WHAT YOU SHOULD DO:
Search the material below for the word "nodes". Copy every line that has it.

RECORD EXTRACTS:
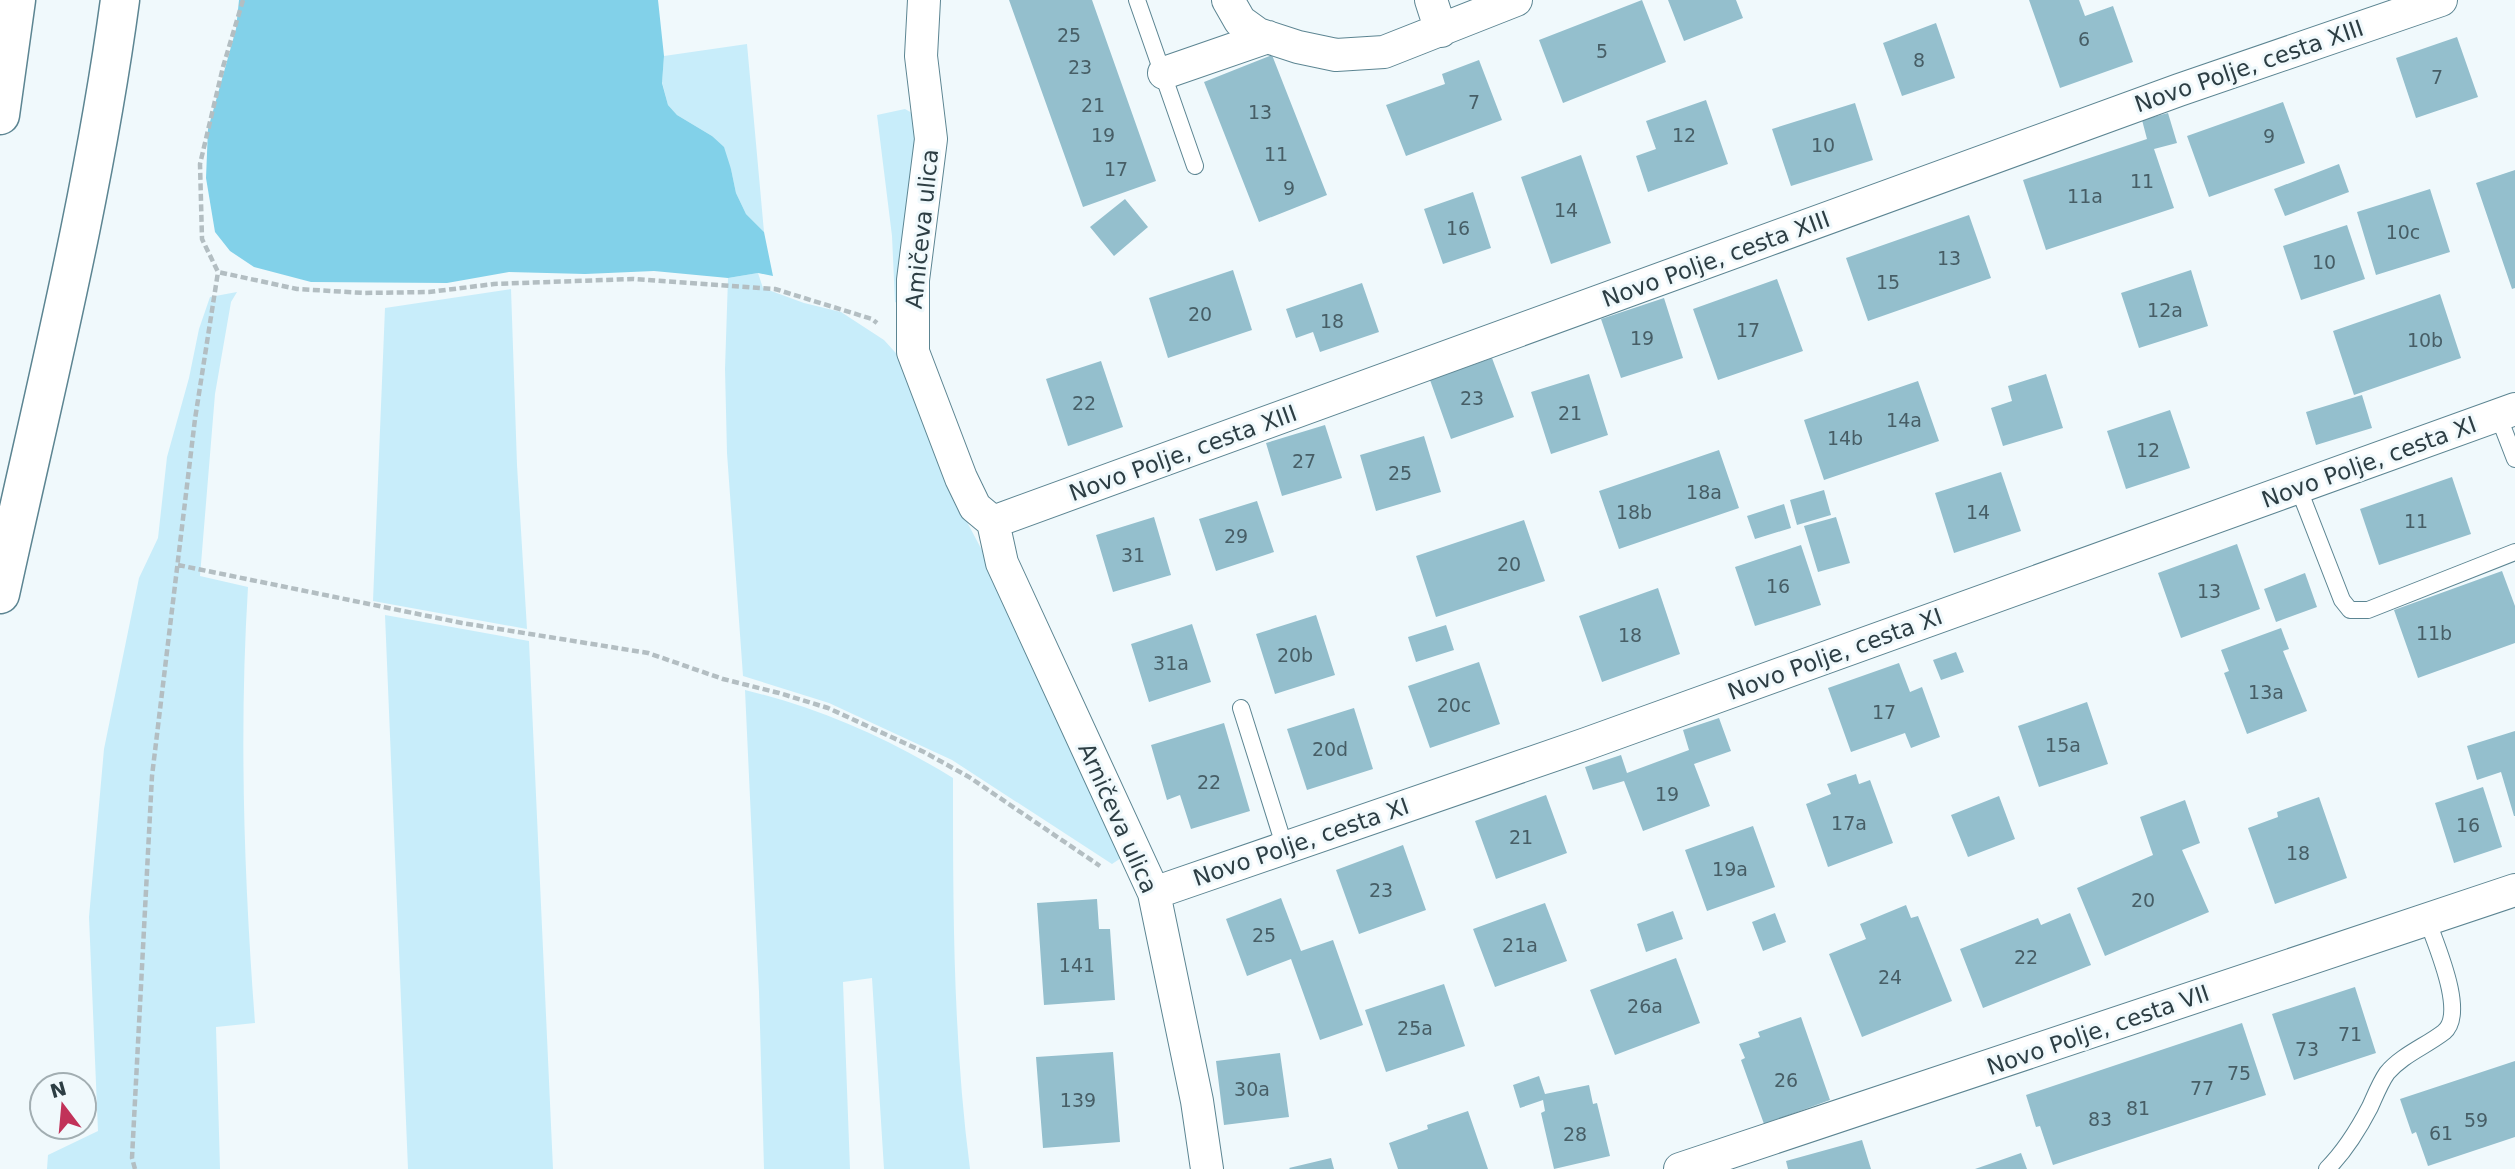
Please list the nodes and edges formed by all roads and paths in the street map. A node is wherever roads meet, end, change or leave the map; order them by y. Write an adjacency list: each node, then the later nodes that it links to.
--
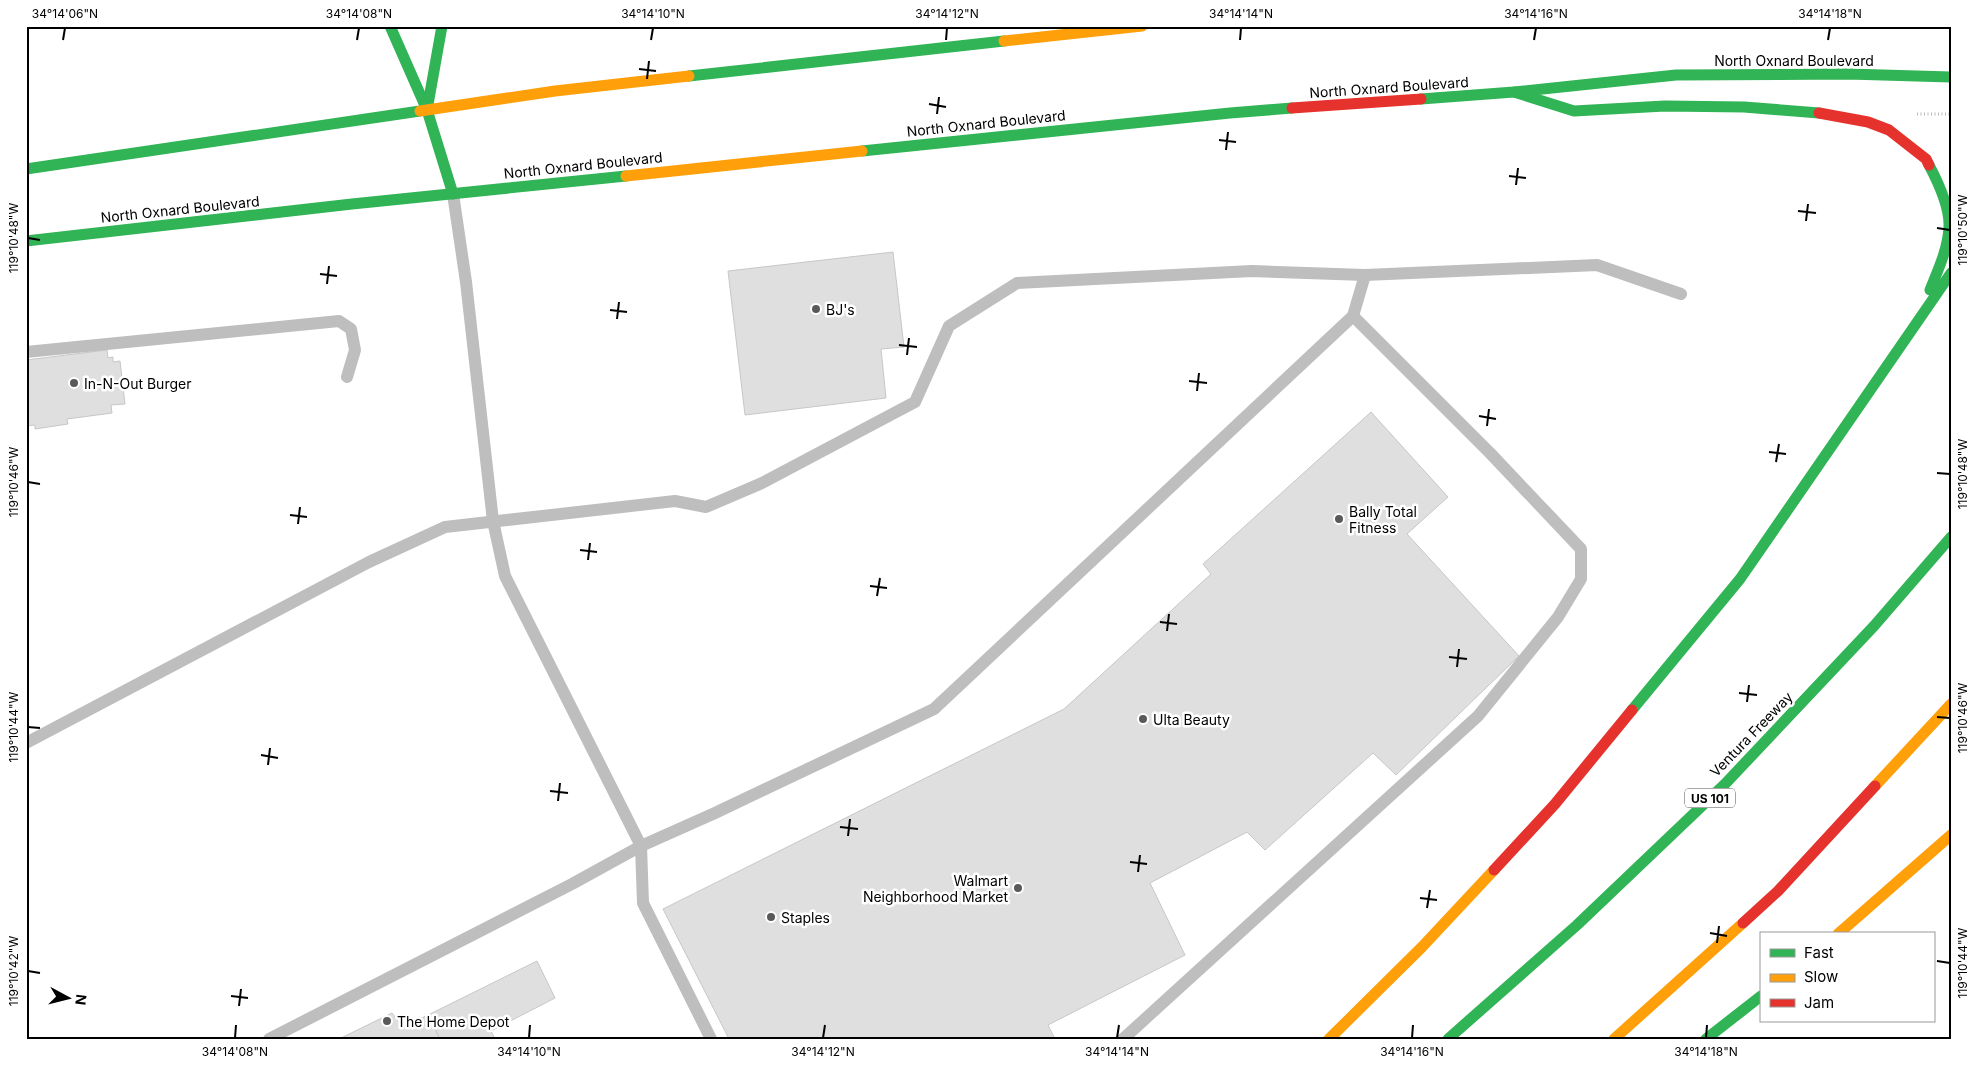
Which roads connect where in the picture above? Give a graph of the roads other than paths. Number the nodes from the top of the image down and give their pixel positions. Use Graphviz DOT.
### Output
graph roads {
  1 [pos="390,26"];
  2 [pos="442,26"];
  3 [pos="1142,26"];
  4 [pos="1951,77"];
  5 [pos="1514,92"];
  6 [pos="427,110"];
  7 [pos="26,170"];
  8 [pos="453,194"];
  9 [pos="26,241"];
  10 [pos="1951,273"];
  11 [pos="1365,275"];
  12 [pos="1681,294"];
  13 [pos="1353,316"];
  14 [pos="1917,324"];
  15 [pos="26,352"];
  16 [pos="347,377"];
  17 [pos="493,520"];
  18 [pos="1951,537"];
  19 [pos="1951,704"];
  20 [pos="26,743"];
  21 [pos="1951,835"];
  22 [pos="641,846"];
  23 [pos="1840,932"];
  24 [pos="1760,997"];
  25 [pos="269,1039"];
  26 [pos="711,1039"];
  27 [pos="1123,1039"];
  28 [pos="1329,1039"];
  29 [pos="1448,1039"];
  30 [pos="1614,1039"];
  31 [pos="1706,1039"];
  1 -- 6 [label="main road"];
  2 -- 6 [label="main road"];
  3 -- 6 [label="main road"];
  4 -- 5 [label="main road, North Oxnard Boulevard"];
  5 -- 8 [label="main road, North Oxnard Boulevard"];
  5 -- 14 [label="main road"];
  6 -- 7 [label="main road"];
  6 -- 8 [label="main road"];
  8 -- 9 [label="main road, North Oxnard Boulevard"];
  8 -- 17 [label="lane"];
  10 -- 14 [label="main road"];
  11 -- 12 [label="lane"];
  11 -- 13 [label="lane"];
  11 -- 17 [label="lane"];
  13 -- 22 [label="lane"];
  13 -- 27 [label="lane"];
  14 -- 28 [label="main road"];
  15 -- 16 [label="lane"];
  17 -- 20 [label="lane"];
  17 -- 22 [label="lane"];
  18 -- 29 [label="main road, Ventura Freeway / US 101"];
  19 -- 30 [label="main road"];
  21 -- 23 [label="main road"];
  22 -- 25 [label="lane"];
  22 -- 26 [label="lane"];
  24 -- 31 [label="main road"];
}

ANSWER TO THE EXERCISE:
Please list the nodes and edges formed by all roads and paths in the street map. A node is wherever roads meet, end, change or leave the map; order them by y. Write an adjacency list: each node, then the later nodes that it links to.
Which roads connect where in the picture above? Give a graph of the roads other than paths. Number the nodes from the top of the image down and give their pixel positions. Use Graphviz DOT.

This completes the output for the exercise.